## WHAT YOU HAVE TO DO
Filter the entries below, keeping every line that has the word "keys".

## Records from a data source
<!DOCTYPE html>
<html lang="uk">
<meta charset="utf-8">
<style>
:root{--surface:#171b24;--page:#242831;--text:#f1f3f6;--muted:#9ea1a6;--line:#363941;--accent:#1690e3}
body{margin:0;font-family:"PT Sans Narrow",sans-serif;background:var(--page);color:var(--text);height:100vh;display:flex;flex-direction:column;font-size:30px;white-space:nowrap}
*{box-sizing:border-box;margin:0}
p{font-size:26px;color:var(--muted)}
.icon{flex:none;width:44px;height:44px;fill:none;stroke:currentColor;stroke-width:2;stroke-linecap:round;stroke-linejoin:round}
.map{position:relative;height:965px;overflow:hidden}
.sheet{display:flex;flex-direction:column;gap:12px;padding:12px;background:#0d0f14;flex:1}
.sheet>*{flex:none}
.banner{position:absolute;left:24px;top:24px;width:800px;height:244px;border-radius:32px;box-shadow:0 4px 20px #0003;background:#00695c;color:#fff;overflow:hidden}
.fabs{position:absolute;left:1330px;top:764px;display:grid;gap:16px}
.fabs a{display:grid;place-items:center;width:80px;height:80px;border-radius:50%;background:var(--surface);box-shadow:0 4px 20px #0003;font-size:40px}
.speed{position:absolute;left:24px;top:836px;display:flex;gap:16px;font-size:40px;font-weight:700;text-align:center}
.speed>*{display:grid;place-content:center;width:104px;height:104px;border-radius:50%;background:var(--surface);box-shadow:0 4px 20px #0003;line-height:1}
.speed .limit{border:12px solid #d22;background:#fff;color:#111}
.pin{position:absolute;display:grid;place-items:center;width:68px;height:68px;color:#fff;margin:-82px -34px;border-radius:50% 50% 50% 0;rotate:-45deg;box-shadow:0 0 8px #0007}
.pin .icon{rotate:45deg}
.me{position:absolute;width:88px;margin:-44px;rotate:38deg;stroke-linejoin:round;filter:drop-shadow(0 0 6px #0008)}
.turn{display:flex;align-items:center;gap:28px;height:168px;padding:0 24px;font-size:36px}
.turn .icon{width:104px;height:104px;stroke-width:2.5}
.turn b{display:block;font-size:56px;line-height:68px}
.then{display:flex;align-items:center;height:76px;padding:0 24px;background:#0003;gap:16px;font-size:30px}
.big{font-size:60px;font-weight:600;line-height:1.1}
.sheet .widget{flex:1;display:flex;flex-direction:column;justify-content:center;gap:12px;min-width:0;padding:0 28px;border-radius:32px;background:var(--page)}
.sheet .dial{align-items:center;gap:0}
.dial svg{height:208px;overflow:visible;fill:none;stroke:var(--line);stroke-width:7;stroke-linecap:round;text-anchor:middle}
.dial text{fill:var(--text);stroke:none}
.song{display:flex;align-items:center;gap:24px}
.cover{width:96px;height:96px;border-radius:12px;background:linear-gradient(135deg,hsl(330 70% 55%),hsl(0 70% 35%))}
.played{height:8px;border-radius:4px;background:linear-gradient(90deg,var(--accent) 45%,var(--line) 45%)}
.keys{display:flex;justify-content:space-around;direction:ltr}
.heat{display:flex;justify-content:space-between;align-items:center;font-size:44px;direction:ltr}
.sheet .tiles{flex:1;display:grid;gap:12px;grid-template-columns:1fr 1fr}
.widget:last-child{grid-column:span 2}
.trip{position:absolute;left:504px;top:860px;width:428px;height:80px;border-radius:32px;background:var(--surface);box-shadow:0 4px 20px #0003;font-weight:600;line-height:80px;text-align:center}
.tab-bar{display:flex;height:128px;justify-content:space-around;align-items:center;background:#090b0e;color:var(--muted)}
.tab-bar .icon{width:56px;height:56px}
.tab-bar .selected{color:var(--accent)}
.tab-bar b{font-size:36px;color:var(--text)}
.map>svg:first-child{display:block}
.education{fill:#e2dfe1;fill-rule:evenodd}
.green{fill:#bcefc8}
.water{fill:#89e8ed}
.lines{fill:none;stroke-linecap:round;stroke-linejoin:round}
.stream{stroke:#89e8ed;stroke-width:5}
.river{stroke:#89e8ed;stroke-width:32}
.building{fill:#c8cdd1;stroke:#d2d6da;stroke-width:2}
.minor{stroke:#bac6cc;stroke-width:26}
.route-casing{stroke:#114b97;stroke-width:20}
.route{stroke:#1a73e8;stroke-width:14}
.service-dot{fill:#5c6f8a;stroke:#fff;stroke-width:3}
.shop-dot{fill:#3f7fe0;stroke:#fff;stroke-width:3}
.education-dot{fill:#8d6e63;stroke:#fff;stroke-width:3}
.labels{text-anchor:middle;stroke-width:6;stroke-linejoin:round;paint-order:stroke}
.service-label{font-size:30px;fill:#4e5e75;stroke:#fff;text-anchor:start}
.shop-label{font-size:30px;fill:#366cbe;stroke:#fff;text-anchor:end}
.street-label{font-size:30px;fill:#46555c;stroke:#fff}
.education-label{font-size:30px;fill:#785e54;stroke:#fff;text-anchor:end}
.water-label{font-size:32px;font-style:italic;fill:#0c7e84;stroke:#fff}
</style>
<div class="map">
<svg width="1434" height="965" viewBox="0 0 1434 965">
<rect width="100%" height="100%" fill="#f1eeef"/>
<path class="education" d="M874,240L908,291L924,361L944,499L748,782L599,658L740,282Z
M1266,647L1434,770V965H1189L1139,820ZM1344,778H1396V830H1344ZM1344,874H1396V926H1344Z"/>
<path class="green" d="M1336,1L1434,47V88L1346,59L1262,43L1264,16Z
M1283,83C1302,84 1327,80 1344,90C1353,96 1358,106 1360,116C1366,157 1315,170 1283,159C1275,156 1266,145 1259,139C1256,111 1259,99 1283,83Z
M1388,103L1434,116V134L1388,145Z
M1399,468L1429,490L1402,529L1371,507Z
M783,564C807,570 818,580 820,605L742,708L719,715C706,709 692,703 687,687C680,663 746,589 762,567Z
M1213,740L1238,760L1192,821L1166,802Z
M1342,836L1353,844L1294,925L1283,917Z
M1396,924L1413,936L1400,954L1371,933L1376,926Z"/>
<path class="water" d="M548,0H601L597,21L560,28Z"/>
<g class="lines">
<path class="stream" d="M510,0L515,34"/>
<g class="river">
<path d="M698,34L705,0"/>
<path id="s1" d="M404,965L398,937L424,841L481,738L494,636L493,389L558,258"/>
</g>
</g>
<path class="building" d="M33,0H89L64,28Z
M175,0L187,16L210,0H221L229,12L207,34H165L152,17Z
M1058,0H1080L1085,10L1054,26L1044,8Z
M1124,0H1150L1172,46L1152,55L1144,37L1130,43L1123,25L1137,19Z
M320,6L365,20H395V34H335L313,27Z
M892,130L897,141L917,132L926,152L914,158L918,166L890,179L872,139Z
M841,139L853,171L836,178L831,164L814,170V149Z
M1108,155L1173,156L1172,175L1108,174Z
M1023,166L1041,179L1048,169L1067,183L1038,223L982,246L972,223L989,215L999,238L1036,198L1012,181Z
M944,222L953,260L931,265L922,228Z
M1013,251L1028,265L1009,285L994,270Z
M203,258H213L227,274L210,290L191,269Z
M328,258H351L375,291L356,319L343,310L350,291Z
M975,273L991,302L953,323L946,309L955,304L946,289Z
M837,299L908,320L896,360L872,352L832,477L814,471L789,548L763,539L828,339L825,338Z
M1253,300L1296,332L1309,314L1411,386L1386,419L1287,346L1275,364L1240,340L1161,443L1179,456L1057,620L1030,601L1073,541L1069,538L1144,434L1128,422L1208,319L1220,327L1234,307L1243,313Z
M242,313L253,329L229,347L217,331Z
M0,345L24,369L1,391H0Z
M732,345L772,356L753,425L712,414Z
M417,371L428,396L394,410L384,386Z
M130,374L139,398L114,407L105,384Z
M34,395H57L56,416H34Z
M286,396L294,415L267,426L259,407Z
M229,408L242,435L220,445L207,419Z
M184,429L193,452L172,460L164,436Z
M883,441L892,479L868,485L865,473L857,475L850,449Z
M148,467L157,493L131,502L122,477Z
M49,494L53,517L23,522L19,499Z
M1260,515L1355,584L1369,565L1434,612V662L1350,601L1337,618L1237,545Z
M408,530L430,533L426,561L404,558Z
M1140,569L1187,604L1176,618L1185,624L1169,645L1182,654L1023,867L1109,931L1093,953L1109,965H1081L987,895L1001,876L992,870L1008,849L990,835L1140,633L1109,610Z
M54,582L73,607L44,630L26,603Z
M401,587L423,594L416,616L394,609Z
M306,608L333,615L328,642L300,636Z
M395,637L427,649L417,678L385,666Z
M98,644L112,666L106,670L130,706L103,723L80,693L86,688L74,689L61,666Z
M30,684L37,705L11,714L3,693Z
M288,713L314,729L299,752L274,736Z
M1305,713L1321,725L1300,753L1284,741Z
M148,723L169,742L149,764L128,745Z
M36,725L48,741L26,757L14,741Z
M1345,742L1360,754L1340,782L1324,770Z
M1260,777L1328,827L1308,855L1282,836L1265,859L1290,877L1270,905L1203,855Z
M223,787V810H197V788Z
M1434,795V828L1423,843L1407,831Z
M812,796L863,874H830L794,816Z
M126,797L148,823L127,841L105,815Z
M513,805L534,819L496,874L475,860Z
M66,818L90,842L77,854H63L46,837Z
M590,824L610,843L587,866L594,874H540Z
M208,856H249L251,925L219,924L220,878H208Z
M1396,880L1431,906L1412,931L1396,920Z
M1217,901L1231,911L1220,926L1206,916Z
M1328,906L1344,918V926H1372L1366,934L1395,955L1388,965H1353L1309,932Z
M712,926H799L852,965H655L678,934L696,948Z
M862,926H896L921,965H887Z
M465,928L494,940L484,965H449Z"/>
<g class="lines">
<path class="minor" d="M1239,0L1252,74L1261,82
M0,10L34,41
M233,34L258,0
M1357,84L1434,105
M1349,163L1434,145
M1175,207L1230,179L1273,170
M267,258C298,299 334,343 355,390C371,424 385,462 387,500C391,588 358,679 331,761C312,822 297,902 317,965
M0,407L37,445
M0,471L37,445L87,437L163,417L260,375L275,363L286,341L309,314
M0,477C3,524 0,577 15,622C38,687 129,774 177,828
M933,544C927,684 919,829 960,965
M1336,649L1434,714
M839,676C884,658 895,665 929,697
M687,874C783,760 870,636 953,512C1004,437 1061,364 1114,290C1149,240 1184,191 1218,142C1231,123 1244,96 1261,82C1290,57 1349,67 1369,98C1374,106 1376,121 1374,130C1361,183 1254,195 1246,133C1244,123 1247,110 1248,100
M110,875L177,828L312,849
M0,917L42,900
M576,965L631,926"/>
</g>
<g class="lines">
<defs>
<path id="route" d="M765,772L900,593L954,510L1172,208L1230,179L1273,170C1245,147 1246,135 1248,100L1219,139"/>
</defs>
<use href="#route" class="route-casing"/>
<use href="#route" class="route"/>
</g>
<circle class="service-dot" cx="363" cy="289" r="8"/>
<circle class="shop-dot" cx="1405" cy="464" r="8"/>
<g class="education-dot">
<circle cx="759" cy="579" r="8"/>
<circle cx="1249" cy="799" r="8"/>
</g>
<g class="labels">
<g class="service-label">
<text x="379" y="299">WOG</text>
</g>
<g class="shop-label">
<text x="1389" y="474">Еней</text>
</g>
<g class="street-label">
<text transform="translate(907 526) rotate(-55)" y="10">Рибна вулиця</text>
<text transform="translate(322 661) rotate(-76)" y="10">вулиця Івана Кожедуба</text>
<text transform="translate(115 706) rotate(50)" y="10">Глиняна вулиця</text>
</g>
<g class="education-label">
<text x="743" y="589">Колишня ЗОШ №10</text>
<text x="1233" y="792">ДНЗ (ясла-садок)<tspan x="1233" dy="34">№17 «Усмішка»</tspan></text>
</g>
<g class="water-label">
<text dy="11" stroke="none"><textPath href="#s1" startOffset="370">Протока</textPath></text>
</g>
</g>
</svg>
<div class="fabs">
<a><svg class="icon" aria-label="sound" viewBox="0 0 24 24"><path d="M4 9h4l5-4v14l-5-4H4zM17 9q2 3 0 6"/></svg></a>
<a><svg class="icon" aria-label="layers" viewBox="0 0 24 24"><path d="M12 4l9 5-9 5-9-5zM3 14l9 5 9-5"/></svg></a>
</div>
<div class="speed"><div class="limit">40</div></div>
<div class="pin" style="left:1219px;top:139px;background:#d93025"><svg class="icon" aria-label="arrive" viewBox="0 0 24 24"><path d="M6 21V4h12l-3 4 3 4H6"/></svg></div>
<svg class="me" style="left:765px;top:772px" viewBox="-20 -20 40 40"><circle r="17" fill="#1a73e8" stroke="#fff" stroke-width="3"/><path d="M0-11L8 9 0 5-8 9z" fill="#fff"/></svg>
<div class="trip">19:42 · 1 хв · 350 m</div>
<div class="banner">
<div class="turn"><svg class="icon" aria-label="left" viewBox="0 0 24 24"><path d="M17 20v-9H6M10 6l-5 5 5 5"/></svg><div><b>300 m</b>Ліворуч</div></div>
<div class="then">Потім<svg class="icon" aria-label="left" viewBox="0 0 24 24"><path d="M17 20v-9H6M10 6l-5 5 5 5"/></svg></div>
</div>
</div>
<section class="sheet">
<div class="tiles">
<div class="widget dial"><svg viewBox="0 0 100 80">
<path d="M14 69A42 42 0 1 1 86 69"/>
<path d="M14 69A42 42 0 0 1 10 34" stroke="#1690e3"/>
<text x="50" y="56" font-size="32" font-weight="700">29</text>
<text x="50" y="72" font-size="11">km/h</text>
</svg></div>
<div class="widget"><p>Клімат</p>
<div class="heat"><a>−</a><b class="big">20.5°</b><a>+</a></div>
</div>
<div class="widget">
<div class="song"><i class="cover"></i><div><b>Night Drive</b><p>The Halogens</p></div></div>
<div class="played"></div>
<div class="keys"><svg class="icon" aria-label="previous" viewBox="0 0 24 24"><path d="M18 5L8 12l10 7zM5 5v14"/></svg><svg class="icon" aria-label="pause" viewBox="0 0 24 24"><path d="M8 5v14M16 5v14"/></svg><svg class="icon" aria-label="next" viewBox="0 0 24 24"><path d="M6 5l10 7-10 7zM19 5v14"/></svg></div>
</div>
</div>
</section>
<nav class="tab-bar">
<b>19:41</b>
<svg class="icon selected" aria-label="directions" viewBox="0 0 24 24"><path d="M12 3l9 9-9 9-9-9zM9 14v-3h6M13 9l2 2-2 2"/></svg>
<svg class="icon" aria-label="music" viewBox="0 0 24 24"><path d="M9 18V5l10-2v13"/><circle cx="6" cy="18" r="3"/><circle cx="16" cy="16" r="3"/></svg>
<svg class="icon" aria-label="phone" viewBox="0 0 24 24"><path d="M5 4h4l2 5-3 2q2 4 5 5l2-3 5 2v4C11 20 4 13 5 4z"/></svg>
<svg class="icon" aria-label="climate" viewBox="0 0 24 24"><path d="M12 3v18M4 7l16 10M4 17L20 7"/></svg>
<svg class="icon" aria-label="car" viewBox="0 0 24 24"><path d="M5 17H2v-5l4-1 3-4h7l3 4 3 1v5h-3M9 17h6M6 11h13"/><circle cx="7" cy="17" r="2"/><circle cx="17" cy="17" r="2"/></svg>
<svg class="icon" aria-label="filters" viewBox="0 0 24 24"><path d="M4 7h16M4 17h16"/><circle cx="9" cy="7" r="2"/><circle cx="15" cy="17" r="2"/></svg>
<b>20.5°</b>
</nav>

## WRITTEN SOLUTION
.keys{display:flex;justify-content:space-around;direction:ltr}
<div class="keys"><svg class="icon" aria-label="previous" viewBox="0 0 24 24"><path d="M18 5L8 12l10 7zM5 5v14"/></svg><svg class="icon" aria-label="pause" viewBox="0 0 24 24"><path d="M8 5v14M16 5v14"/></svg><svg class="icon" aria-label="next" viewBox="0 0 24 24"><path d="M6 5l10 7-10 7zM19 5v14"/></svg></div>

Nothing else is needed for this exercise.